# Work to complete
Look through the entries below and show every line containing the word "picture".

# Data for analysis
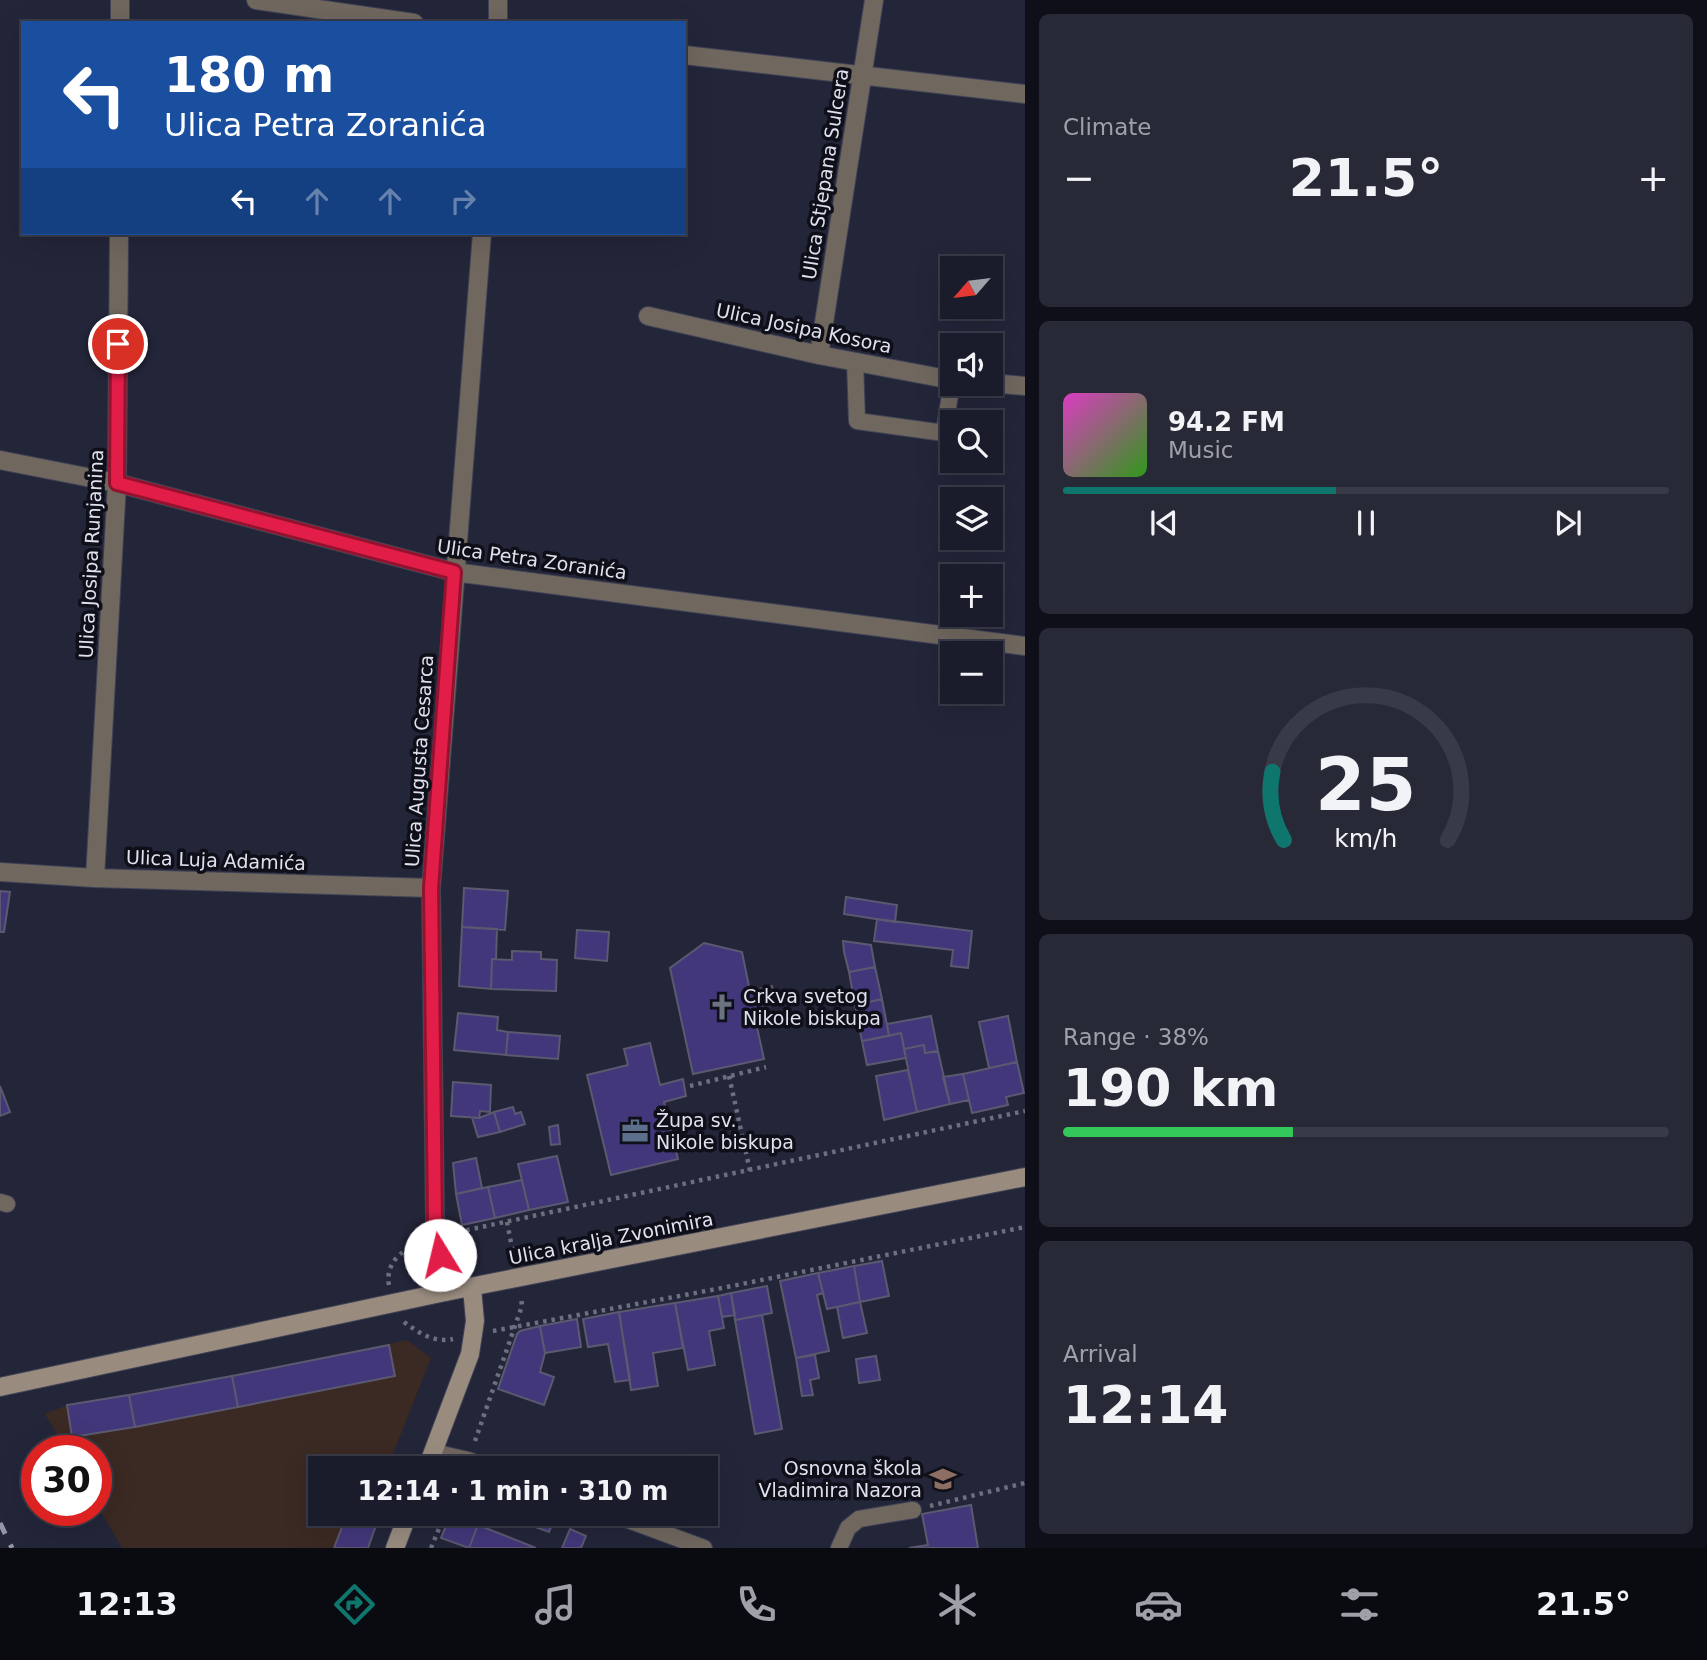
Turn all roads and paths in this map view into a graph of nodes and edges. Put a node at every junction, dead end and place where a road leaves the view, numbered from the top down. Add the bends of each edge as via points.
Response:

...

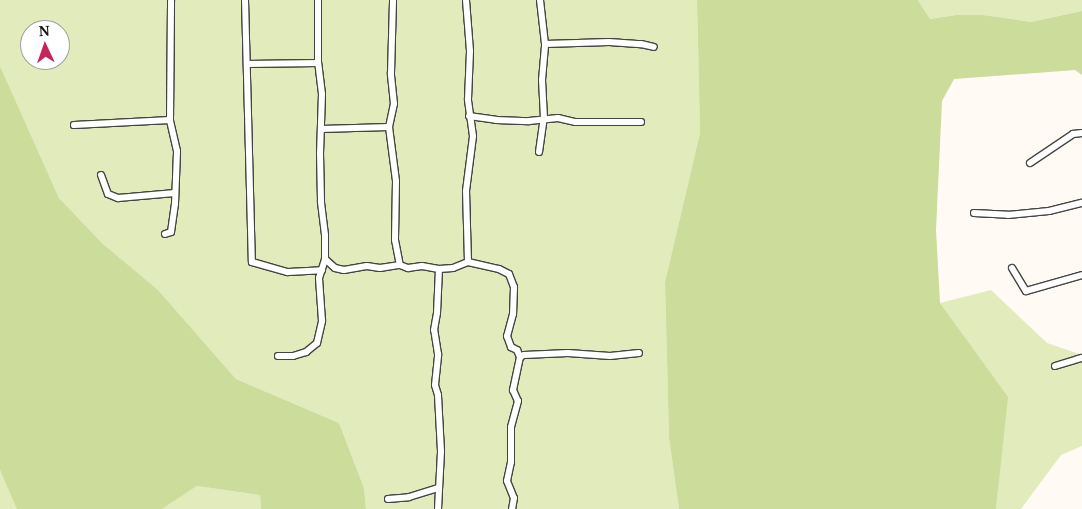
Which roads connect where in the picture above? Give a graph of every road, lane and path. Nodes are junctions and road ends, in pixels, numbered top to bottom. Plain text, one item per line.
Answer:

...

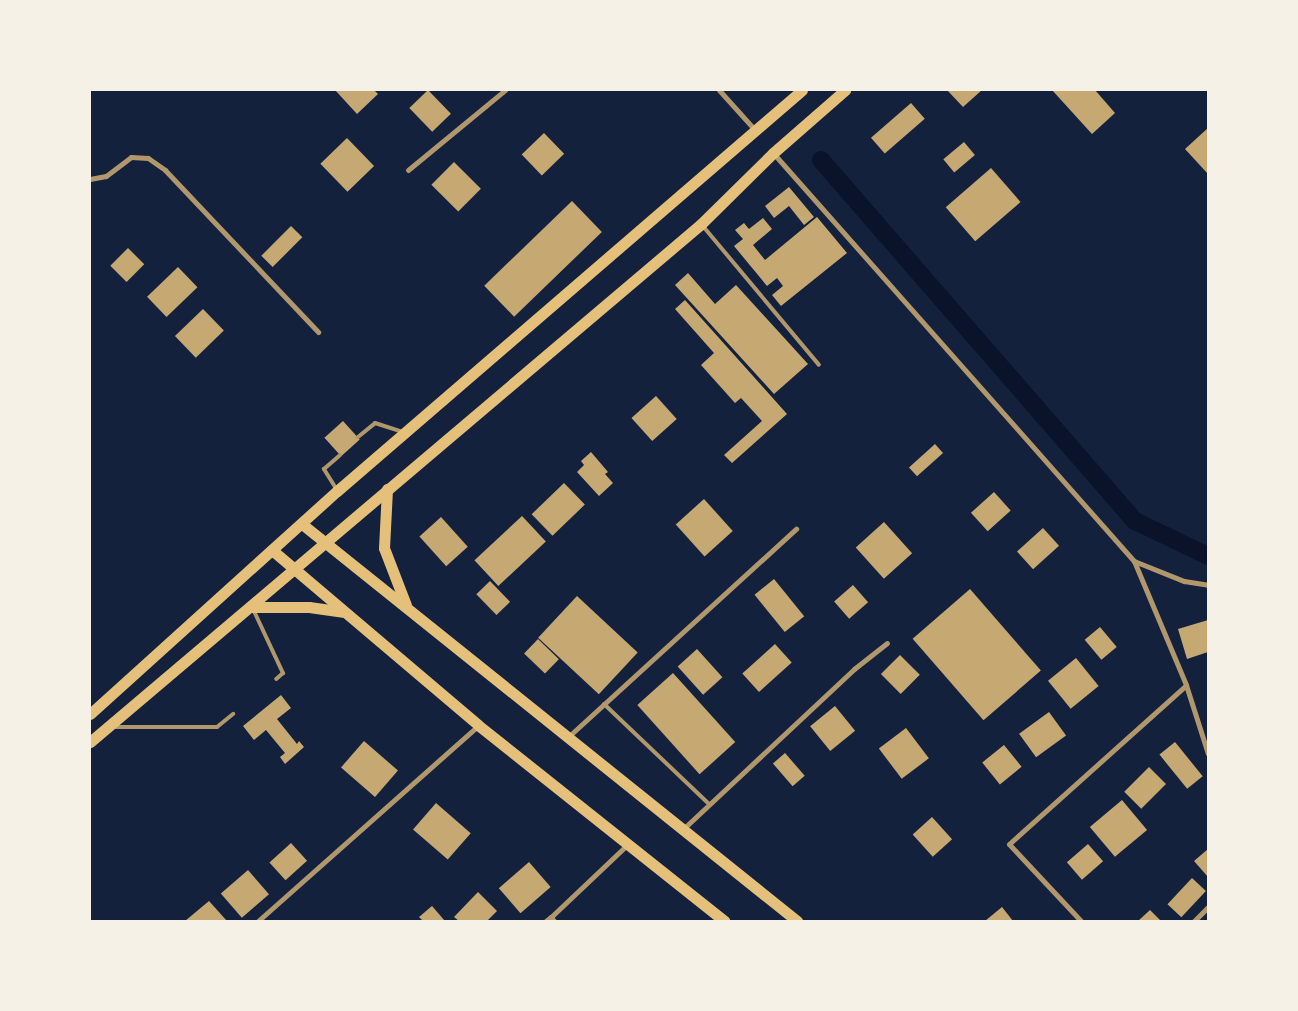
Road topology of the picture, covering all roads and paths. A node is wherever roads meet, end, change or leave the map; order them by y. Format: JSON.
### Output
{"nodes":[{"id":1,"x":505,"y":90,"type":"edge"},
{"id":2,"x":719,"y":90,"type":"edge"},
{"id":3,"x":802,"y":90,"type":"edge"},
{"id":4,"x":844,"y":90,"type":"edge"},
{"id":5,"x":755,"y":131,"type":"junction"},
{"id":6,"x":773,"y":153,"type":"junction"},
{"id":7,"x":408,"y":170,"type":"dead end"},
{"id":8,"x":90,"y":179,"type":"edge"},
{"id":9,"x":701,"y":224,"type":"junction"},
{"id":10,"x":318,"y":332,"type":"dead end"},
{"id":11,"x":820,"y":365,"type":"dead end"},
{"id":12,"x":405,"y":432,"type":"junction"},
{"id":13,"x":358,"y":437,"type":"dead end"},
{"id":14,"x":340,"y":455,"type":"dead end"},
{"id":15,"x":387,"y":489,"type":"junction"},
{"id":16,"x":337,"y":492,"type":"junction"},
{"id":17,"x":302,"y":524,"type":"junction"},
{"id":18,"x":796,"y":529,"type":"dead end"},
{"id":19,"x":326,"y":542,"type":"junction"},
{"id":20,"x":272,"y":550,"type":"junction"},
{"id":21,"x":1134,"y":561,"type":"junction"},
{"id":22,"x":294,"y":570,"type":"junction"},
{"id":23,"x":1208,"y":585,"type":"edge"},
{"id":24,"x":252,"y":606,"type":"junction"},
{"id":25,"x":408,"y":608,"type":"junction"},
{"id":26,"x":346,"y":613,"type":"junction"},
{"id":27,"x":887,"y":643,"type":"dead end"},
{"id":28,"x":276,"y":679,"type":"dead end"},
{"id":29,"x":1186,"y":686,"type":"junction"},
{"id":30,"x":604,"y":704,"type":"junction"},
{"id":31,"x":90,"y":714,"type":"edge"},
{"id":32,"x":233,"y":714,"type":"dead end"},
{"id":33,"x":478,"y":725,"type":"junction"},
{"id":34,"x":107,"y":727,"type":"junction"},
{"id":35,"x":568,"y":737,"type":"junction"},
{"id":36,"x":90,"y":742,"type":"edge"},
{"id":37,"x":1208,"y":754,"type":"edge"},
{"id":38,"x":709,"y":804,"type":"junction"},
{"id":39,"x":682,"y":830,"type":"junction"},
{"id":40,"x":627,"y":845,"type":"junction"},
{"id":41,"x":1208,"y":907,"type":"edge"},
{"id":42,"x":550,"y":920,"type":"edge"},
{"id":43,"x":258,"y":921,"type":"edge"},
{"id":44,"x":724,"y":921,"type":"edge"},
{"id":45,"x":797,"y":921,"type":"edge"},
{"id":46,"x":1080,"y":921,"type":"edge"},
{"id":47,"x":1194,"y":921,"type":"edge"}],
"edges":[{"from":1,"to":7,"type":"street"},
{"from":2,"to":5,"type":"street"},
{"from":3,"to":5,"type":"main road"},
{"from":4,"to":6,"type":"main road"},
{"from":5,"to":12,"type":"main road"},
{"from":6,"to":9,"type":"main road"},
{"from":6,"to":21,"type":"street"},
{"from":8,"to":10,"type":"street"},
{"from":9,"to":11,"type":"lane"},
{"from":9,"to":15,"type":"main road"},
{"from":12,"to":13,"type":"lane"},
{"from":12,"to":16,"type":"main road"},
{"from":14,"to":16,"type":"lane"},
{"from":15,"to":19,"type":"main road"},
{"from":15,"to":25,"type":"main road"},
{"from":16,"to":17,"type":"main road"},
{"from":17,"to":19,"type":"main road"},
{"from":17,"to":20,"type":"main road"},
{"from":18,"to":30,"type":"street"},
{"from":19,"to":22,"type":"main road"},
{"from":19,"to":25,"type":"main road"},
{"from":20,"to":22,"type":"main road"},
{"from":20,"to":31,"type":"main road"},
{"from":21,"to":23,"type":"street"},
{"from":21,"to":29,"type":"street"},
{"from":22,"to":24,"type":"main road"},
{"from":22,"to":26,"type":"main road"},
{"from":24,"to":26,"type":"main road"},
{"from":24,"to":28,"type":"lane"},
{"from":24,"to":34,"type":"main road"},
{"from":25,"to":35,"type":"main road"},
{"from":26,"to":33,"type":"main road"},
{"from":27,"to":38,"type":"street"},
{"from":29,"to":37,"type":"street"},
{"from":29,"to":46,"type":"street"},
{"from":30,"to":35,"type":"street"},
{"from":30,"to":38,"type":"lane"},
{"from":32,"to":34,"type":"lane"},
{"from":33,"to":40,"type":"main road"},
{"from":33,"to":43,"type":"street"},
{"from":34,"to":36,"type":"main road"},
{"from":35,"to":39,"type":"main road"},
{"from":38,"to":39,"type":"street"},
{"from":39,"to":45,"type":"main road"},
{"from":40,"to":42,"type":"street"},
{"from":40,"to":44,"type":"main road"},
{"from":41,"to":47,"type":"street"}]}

# Answer to the exercise
Which roads connect where in the picture above? Give a graph of every road, lane and path. Nodes are junctions and road ends, in pixels, numbered top to bottom. Plain text, one item per line.
Road topology of the picture, covering all roads and paths. A node is wherever roads meet, end, change or leave the map; order them by y. Format: JSON.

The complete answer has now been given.